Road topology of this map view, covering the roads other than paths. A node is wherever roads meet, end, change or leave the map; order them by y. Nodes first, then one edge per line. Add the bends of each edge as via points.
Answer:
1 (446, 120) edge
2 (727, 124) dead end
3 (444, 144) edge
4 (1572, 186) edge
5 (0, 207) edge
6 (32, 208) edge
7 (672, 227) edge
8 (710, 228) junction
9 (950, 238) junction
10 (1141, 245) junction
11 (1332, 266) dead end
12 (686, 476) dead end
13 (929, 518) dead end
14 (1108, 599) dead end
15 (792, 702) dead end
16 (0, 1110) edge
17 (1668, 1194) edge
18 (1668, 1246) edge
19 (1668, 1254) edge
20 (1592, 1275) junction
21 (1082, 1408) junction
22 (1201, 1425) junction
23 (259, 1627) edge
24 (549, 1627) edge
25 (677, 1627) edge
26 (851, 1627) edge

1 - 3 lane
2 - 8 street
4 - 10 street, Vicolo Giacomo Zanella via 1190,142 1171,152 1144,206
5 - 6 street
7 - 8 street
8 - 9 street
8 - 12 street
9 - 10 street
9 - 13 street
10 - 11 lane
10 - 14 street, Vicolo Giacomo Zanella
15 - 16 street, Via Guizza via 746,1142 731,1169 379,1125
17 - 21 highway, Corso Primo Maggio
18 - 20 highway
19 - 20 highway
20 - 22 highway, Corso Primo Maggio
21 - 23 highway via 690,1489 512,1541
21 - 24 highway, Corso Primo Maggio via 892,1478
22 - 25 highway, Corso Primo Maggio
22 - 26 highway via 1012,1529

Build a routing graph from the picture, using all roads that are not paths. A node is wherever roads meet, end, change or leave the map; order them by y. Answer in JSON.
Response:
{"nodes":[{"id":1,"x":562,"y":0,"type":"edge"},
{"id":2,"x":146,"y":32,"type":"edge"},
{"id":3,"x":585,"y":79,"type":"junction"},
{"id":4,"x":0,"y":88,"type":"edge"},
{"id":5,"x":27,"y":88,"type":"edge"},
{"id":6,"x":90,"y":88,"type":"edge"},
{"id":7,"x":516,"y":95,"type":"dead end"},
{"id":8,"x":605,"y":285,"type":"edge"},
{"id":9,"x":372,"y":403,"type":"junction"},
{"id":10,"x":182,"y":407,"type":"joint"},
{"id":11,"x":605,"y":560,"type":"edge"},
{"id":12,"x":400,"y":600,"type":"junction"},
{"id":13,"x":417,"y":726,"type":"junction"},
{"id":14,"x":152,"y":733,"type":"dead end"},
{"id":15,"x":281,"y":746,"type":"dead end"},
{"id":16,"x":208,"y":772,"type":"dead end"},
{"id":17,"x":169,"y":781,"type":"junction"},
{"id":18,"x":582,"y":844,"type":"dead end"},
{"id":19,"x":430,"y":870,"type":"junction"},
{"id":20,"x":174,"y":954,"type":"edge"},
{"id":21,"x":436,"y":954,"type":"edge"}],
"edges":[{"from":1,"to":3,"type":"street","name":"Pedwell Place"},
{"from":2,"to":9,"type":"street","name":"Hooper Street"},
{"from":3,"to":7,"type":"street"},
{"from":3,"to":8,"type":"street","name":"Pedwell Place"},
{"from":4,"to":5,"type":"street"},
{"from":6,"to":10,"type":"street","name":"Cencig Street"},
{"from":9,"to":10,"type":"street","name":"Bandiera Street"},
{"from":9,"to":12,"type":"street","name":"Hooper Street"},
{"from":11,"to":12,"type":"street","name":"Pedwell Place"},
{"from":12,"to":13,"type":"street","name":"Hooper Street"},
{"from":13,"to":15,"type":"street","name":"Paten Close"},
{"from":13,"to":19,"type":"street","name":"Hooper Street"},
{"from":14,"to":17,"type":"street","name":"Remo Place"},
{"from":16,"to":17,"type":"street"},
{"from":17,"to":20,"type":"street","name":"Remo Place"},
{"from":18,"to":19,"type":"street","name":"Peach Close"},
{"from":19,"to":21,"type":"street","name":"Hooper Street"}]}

## Try it
Return the lines of the records that include the string "highway".

## Task response
17 - 21 highway, Corso Primo Maggio
18 - 20 highway
19 - 20 highway
20 - 22 highway, Corso Primo Maggio
21 - 23 highway via 690,1489 512,1541
21 - 24 highway, Corso Primo Maggio via 892,1478
22 - 25 highway, Corso Primo Maggio
22 - 26 highway via 1012,1529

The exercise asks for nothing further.